■ **Assigned task**
In the listing below, lines with the string "Boulevard" are to be counted; the number is the entire reply.
- Opening Delimiter -
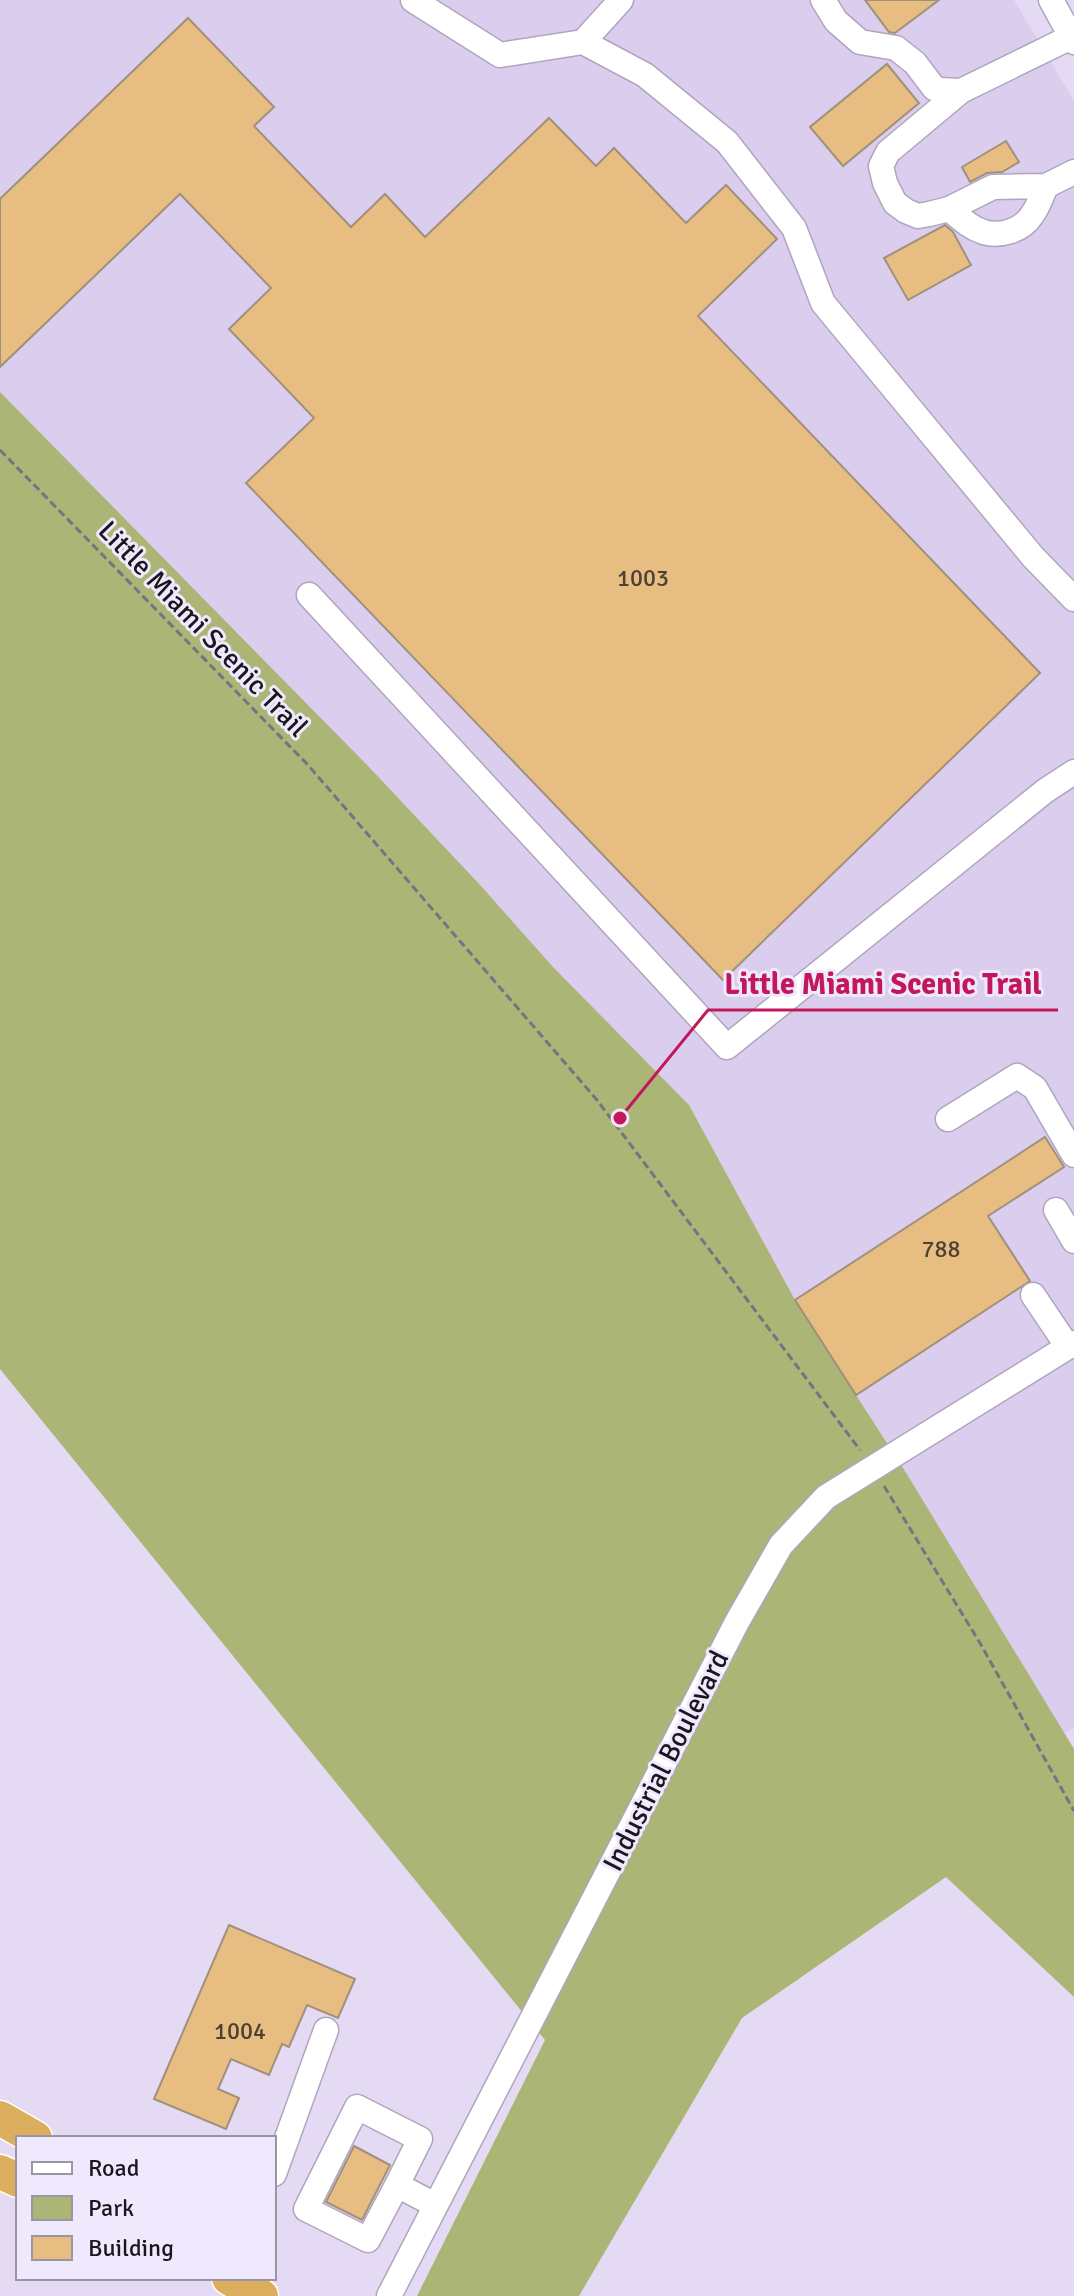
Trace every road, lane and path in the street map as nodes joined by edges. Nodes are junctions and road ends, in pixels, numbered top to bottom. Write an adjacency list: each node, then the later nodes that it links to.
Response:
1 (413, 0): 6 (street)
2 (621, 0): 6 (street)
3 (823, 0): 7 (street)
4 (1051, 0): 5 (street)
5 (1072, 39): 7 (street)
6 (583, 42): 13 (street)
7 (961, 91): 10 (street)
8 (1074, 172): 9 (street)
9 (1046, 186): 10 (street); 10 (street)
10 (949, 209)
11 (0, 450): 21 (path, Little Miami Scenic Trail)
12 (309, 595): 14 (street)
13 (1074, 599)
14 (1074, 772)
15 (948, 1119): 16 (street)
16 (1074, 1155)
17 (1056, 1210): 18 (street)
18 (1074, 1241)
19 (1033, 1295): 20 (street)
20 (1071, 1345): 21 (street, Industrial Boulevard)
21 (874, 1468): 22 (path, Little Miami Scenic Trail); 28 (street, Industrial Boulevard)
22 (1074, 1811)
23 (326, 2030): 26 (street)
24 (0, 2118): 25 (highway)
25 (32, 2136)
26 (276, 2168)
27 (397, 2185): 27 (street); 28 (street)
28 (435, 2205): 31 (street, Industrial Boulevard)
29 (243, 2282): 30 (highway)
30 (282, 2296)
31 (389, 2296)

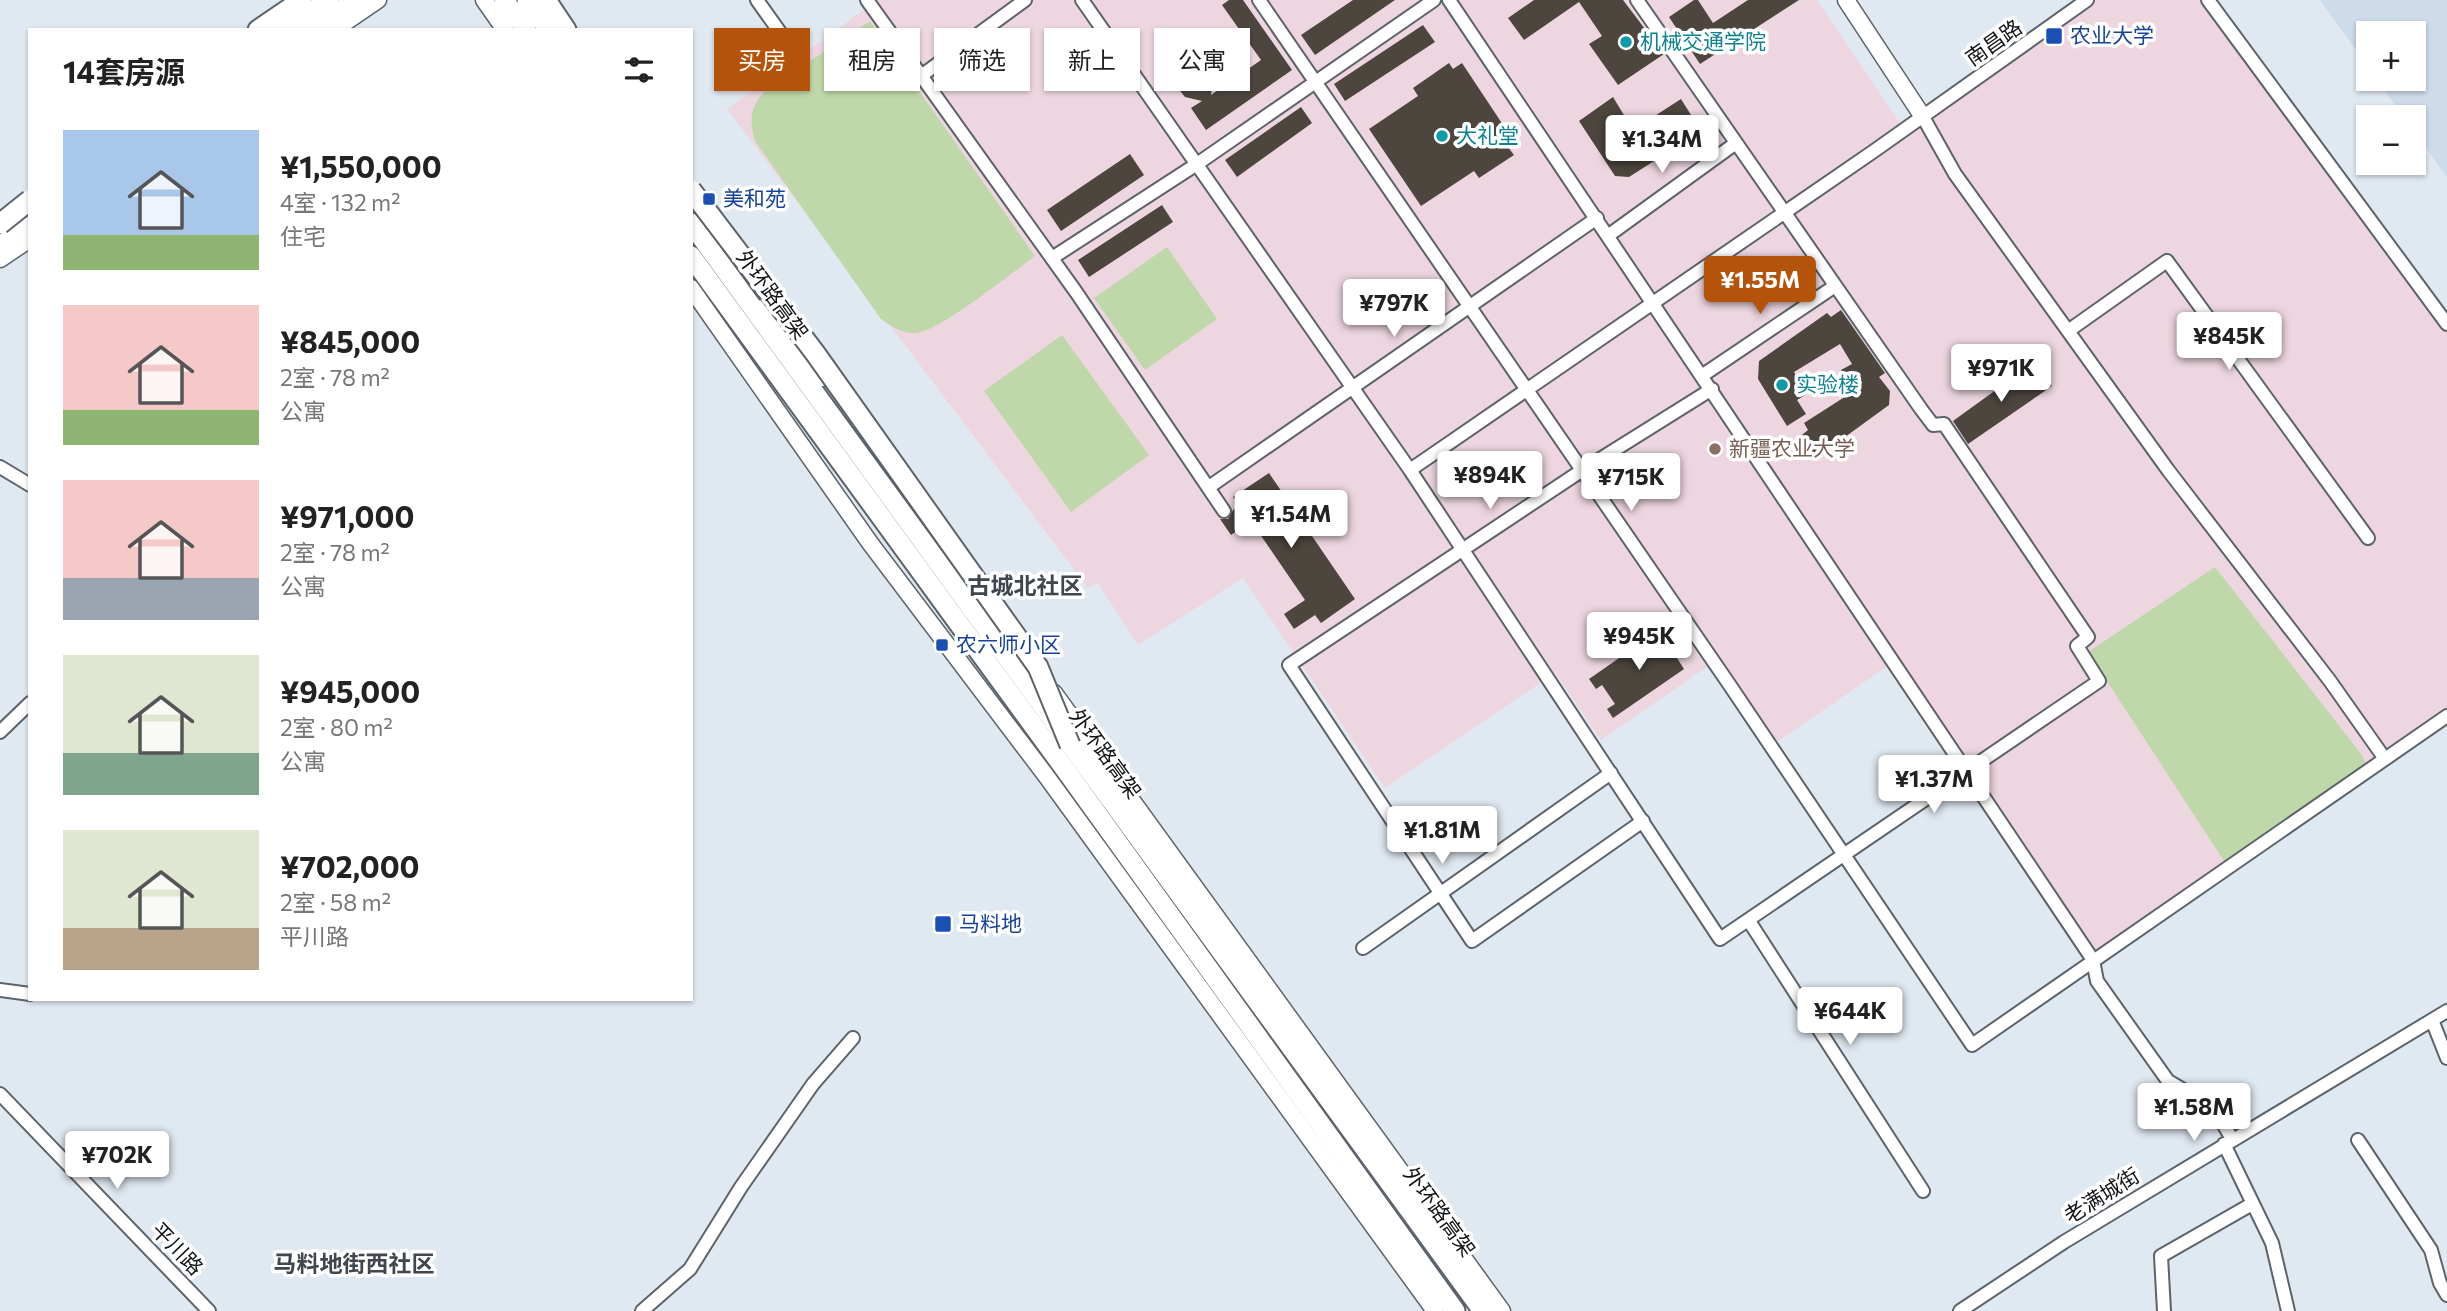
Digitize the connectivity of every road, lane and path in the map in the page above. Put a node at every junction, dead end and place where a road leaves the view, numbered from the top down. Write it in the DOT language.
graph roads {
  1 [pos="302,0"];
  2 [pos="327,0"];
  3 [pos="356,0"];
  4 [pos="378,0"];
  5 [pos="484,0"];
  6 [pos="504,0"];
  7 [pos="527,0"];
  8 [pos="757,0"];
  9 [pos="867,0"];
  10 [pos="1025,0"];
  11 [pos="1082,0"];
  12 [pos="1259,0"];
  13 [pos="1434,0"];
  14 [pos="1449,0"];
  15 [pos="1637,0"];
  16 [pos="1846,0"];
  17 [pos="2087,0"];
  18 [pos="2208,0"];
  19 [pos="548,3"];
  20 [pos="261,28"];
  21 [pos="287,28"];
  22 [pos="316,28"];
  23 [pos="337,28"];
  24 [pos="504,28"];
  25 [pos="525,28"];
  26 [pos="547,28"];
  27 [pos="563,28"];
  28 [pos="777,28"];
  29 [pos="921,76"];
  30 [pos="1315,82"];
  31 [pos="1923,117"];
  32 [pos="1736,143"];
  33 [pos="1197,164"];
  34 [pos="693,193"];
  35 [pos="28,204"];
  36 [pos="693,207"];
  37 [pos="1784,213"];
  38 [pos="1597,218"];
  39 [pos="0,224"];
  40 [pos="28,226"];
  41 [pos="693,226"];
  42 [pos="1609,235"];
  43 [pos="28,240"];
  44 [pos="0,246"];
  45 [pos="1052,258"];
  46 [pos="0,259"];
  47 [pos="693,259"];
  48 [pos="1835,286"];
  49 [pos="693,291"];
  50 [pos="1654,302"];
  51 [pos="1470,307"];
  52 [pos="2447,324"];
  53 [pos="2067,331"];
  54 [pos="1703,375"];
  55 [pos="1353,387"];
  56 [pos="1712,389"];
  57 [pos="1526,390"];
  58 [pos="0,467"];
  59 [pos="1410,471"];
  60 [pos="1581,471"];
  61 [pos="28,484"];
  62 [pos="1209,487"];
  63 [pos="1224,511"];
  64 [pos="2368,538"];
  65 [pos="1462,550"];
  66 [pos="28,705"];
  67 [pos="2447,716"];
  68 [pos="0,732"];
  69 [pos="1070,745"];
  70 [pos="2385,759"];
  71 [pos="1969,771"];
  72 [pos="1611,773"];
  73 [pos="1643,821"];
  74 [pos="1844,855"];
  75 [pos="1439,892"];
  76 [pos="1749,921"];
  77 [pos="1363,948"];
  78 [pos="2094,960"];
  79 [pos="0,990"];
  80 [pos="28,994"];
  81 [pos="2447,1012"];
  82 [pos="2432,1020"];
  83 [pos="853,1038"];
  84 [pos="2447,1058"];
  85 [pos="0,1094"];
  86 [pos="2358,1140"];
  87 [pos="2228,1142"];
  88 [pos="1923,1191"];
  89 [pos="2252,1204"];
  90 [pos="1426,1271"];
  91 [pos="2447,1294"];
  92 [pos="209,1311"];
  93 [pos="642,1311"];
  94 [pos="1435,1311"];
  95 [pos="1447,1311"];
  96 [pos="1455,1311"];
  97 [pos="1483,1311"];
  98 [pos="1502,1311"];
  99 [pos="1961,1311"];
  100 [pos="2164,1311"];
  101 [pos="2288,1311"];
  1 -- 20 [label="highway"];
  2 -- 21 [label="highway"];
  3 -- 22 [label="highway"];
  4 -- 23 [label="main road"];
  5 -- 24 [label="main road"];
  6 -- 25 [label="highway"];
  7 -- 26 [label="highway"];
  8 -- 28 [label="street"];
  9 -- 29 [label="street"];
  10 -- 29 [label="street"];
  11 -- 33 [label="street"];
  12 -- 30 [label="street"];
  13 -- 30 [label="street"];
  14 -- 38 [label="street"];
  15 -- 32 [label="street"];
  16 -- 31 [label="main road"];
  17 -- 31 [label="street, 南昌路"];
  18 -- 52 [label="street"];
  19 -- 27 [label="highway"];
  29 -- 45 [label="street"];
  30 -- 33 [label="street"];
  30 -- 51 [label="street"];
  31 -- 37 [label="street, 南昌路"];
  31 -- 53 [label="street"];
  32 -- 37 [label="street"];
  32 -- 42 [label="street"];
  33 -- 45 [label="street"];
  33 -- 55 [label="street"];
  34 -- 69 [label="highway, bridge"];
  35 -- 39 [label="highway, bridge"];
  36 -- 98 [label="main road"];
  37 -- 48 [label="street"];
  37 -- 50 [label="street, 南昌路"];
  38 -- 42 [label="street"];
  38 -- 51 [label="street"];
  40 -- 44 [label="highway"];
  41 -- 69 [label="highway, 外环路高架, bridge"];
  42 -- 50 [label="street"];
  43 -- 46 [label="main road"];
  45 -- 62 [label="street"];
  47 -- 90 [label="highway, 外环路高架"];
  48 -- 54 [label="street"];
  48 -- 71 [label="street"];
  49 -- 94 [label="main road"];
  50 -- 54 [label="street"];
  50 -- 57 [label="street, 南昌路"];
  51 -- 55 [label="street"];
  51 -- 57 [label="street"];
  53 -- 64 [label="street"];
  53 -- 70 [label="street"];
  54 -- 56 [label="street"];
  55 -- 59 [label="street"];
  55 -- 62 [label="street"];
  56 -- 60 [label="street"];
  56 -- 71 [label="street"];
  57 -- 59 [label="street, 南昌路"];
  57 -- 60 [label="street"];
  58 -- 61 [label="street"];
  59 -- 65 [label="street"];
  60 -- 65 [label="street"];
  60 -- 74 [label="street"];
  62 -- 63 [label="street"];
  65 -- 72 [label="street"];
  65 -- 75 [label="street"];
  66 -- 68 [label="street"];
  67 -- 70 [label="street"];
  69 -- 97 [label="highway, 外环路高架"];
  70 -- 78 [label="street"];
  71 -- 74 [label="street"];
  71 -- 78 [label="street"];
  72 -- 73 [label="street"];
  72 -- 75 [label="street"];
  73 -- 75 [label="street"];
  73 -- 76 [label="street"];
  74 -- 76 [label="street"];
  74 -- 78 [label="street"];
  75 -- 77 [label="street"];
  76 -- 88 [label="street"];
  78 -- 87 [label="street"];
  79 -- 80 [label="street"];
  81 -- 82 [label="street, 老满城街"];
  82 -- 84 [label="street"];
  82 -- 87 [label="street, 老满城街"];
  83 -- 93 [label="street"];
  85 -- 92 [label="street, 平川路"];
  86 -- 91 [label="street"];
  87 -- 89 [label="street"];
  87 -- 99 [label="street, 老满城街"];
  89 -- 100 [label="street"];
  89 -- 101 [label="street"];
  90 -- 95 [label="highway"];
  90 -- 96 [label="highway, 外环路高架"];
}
- Closing Delimiter -
■ **Written solution**
3